Instructions Project
project summaryThis project asks you to design clear, complete, concise and usable instructions for an object or software you know well. The instructions should provide steps for completing important tasks with the object and include troubleshooting advice and appropriate warnings. Instructions will include relevant and sophisticated graphics and will be well-designed for a specific context of use. Successful projects will consider audience and usability, and will be effective enough to function in a professional setting.
project goals
This project emphasizes several important goals that all professional writers should bear in mind and that are consistent with those of the Professional Writing Program at Purdue. In the Employment Project, you will learn to shape your writing for very specific situations and purposes:
Writing in Context
- writing for a range of defined audiences and stakeholders
- creating documents designed for specific purposes, locations, and uses
Project Management
- Understand, develop and deploy various strategies for planning, researching, drafting, revising, and editing documents both individually and collaboratively.
- Select and use appropriate technologies that effectively and ethically address professional situations and audiences.

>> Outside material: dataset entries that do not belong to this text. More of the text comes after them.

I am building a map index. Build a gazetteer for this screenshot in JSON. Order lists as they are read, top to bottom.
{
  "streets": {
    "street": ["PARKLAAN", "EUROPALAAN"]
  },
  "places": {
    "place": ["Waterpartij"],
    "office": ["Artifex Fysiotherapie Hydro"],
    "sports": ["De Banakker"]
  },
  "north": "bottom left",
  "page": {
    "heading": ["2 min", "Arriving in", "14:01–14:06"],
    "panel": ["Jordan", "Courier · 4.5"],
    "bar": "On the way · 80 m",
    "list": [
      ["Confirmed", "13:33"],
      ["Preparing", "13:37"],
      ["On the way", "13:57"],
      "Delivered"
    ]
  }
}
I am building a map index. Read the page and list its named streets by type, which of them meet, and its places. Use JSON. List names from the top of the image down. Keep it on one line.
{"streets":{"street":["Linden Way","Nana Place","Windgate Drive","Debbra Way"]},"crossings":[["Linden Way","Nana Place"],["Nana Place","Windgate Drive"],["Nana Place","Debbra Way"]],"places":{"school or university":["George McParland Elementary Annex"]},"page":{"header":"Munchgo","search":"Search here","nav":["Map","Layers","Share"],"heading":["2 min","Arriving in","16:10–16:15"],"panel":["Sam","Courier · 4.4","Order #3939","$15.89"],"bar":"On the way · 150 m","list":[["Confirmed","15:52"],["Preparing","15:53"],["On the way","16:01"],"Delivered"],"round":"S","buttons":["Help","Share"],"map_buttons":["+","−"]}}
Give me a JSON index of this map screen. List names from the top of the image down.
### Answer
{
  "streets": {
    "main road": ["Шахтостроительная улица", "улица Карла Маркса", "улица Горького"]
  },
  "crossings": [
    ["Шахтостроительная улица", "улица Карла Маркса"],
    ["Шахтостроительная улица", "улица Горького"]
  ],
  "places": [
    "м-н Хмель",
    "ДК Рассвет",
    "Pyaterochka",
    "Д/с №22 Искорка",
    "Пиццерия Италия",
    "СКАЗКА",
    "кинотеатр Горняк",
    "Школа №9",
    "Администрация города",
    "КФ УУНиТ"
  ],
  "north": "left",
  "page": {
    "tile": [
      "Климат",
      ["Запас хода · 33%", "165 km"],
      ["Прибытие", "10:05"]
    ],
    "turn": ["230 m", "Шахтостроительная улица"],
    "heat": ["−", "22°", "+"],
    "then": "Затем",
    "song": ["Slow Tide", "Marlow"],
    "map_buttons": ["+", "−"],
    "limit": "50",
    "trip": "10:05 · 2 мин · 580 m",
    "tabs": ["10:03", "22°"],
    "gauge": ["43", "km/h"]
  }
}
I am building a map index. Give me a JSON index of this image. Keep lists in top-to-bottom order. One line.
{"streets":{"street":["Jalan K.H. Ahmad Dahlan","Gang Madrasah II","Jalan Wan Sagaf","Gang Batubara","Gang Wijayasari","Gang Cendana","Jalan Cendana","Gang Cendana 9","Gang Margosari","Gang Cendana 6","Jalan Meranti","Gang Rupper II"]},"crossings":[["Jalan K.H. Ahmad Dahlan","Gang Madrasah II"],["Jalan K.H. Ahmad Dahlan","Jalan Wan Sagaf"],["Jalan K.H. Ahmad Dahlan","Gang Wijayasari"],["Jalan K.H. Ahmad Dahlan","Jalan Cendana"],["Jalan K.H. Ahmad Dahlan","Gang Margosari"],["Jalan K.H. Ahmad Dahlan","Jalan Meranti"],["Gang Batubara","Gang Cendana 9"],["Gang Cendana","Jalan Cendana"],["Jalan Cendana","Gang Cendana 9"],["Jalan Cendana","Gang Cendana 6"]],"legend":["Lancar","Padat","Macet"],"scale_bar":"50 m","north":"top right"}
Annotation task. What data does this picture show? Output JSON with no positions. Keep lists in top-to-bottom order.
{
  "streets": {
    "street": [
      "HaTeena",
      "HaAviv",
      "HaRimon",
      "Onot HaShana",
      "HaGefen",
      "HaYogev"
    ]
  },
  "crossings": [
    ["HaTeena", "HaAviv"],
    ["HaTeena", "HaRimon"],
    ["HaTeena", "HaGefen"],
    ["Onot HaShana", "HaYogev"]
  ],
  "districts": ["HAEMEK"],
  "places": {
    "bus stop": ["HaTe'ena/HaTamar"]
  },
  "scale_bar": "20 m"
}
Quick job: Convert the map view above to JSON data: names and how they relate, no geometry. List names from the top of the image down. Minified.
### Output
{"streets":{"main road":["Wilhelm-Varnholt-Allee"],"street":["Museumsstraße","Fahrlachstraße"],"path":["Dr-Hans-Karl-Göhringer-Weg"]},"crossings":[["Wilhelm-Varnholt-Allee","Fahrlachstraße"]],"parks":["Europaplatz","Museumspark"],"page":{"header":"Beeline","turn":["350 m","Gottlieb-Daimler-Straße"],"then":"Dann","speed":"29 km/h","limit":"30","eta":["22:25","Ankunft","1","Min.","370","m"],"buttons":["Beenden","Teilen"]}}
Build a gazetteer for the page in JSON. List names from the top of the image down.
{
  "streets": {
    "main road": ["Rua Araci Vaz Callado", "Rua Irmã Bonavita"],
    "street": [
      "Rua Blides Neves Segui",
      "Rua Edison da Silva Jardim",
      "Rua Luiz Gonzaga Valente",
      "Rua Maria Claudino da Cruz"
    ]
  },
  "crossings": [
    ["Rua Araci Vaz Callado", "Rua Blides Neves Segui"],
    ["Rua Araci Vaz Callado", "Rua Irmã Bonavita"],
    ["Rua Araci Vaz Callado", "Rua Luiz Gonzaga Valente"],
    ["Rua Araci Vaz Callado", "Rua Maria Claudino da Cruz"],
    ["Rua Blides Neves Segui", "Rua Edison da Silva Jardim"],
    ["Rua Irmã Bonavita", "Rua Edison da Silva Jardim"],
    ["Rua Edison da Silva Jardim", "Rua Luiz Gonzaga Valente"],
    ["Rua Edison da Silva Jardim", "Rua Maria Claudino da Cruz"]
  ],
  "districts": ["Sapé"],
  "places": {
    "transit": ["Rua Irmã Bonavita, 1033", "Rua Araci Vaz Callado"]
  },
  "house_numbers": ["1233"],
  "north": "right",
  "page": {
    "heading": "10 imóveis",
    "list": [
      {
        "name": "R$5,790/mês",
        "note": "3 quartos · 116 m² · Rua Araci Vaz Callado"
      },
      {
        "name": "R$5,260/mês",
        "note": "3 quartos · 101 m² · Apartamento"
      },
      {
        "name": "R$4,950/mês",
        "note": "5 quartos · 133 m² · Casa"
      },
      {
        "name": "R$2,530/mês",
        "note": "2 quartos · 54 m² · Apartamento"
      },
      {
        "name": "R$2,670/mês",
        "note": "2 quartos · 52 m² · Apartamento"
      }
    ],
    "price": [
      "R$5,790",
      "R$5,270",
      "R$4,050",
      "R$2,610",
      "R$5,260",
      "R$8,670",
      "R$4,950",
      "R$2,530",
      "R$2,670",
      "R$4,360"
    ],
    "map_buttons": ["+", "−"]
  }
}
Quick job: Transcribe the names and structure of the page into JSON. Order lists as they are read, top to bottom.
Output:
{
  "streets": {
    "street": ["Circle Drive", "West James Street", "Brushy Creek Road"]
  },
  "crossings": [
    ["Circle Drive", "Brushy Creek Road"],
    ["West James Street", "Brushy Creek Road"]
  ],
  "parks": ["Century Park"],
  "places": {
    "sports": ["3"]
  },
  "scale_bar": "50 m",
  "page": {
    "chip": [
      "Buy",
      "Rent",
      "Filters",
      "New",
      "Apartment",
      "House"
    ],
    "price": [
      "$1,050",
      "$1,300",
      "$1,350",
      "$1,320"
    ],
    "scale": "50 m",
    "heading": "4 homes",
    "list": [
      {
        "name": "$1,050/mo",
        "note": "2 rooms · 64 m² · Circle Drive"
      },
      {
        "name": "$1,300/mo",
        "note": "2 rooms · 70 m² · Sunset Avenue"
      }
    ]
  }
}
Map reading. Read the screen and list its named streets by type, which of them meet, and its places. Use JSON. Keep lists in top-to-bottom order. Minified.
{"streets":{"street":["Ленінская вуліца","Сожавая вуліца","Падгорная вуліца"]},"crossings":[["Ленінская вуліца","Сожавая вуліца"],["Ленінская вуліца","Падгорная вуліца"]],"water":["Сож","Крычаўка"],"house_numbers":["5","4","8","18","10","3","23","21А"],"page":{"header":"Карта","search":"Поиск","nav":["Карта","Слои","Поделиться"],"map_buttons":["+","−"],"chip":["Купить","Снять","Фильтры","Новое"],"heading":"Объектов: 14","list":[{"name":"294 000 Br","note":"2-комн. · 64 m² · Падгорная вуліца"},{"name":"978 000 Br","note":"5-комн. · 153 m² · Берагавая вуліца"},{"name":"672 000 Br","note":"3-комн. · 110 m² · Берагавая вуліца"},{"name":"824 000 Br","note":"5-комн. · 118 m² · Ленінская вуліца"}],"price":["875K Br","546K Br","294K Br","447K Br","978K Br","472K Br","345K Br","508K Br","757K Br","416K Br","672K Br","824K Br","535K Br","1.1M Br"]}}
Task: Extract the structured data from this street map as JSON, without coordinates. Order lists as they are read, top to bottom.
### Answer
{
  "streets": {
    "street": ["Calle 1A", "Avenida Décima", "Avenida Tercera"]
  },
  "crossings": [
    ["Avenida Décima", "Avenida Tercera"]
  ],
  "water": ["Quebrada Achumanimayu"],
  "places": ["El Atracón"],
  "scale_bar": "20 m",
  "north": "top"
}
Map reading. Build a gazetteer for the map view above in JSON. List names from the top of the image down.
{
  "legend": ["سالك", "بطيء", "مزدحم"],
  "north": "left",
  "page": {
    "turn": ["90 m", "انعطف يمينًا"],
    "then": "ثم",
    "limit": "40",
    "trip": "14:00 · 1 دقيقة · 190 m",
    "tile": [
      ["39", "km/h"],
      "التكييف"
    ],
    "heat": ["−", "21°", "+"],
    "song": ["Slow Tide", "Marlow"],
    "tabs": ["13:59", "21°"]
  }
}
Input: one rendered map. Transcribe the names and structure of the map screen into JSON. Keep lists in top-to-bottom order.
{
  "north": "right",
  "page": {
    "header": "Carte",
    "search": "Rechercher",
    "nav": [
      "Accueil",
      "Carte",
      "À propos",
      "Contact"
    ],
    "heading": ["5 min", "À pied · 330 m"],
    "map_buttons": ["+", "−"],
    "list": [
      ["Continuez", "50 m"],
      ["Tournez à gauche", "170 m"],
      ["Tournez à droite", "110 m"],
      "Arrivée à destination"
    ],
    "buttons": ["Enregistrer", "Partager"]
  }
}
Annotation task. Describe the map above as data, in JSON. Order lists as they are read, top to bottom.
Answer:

- Build professional ethos through documentation and accountability.
Document Design
Make rhetorical design decisions about workplace documents, including
- understanding and adapting to genre conventions and audience expectations
- understanding and implementing design principles of format and layout
- drafting, researching, testing, and revising visual designs and information architecture
- creating readable, clear, and usable design
Teamwork
Learn and apply strategies for successful teamwork and collaboration, such as
- collaborating with others to produce informal usability studies
Research
Understand and use various research methods to produce professional documents, including
- analyzing professional contexts
- conveying firsthand and researched knowledge to novice and expert audiences
deliverables
Step 1: Post a proposal to your blog detailing your plan for the instructions project. This proposal should include what technical object your instructions will cover, what tasks and troubleshooting it will include, the images you hope to use, the length of the instructions, and the audience and context of use. Remember, this proposal is designed to persuade me that your idea is a great fit for the project. (because Project 3 involves the use of Google Docs, I will offer small extra credit for those students who choose this software for the instructions project. Excellent Google Docs instructions produced by students will be used to provide the class with a user manual for the software. Additionally, students who research Google Docs for this project will be ahead of the game in Project 3). Step 1 is due June 16 by midnight.
Step 2: Perform an informal usability test of your instructions. Find a willing volunteer, such as a friend, roommate, parent, co-worker, sibling, etc, preferably not someone familiar with the object covered in your instructions. Provide them with your instructions and the object, and have them complete the desired task by following instructions step by step. Do not assist them when they encounter difficulties. Do take notes about where they seem confused, stuck, frustrated, or places where they skip a step. Then, in a 200 word blog post, describe how the testing went. Where did your instructions work well? Where did they fail the user? How did the user interact with your design? How will this inform your revision of your instructions? Step 2 is due June 23 by midnight.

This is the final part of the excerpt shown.